Images are important when trying to promote products or services online. Increasingly we have the tools to take great pictures, but we don’t just need to practice. Sometimes we need to find the right tools to help us go from a 6 to a 10. Sometimes that means helping us to take better photos, or helping us to make them better afterwards – More striking, better balanced, cleaner, fresher.
It’s a beautiful day, and you take a good picture, but with a bit of work it’s better.The sky is more intense and vibrant, the kids have ruddy complexions and their smiles are whiter. You can’t see the man that was walking in a hoodie in the background, and tear in their t-shirts are gone. Someone browsing the next day sees the image on a listing, it reminds them of their grandson, the ball looks very reasonably priced, and they buy one.

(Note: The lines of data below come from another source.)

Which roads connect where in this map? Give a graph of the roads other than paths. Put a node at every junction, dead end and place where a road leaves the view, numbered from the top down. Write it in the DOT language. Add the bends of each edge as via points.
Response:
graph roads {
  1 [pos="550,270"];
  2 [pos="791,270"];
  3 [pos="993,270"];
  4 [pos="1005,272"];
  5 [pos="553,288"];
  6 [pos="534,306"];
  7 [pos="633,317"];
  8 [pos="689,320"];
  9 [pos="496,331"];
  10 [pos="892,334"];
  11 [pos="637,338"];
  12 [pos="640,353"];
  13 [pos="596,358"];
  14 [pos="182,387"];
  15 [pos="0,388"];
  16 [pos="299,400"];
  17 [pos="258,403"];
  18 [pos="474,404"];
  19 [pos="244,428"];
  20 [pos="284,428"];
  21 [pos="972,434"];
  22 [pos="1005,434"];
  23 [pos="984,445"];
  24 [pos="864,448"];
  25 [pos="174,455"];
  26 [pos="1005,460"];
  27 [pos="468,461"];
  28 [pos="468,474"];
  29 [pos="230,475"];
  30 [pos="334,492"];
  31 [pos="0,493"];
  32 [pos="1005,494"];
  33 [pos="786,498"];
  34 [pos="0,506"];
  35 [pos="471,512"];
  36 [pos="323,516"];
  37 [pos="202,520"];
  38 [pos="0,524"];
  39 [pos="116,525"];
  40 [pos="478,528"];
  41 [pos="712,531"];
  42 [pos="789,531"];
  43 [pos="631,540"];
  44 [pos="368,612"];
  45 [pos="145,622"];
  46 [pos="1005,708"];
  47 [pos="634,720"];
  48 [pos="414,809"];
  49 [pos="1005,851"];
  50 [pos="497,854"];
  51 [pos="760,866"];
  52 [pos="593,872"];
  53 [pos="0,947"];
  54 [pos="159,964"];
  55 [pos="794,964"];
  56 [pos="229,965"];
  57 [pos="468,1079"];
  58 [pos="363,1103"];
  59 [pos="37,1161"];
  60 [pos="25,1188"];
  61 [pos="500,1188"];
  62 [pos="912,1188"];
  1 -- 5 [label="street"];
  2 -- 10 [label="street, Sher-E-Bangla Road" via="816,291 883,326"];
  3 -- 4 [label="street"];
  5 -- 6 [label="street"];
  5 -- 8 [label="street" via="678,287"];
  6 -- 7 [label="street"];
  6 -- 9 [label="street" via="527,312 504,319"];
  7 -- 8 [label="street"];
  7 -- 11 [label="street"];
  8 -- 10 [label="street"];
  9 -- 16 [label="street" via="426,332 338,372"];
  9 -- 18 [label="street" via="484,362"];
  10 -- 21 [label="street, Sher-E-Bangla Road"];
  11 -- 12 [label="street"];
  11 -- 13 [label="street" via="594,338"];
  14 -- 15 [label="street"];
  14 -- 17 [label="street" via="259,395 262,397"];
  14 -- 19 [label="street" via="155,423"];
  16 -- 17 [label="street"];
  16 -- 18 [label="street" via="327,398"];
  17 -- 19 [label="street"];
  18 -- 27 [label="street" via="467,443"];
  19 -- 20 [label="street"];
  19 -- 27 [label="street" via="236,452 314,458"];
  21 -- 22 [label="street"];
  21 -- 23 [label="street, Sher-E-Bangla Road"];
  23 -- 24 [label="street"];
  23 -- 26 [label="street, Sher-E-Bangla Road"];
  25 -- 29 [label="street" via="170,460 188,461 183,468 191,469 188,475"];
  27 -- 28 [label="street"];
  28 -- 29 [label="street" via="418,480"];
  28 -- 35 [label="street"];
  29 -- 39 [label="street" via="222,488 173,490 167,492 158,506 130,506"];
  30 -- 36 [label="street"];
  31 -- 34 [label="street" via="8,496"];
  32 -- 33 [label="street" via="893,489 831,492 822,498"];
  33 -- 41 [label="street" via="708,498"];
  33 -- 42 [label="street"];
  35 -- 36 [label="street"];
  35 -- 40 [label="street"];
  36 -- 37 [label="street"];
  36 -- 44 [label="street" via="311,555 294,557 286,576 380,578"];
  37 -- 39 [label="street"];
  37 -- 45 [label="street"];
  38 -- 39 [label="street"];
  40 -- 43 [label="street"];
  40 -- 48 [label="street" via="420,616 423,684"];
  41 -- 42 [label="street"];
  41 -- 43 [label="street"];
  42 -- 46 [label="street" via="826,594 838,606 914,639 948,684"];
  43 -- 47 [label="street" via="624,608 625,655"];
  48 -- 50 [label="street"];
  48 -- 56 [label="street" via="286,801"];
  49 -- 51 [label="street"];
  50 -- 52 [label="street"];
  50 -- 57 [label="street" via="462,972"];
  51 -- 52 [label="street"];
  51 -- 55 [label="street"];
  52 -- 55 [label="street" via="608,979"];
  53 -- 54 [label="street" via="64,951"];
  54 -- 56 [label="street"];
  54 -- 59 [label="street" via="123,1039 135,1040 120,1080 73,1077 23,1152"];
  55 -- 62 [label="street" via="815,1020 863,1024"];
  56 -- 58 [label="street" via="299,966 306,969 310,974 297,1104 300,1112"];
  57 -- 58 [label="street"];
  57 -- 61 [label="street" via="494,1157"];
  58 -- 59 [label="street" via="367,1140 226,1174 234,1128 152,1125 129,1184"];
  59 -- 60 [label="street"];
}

You’re thinking about going on holiday. You’re looking at 2 apartments. Objectively you know that they are less than a mile apart. But it’s not hard to choose between them really.
One is a little more expensive, the view from the balcony shows a lovely summer’s day with beautiful blue green seas, and vibrant green palm trees by the beach. The umbrellas by the pool are bright, clean white that glow in the sunlight, the people on the loungers are tanned and smiling, and the pool is so blue and inviting.
The other apartment looks out on greyish blue seas, and a pale, watery sky. The umbrellas by the pool are a little dingy, and a little tatty. The loungers look like they need to be sanded and repainted, while the holiday makers are a little pale, and one has bags under her eyes. The pool looks a little greenish, like it may be cold.
Not a hard decision to make, is it?
We make snap judgements in a range of ways. By trying out some of the apps in this article, you can look at ways to take better photos using the right app from you, and then how to make those images even better, or more striking. You want to stand out from the crowd – to be shared with friends, recommended. That’s how you make money, because people see more value in what you are showing them, and want to be part of that experience. And they’re willing to spend money on it, because they see value in the spending of that money.
Apps will help, but there is also a need for research, practice and a little bit of fairy dust – That comes down to you, and sometimes to timing. Don’t be afraid to try something new, as you will likely surprise yourself – and hopefully in a good way. If it’s not a good surprise, it is something you know to not do again, and that will save you time. Invest in creating good pictures and it will pay you back many times.
We look forward to seeing what you can do with these apps and your phones. The biggest limit is often your imagination!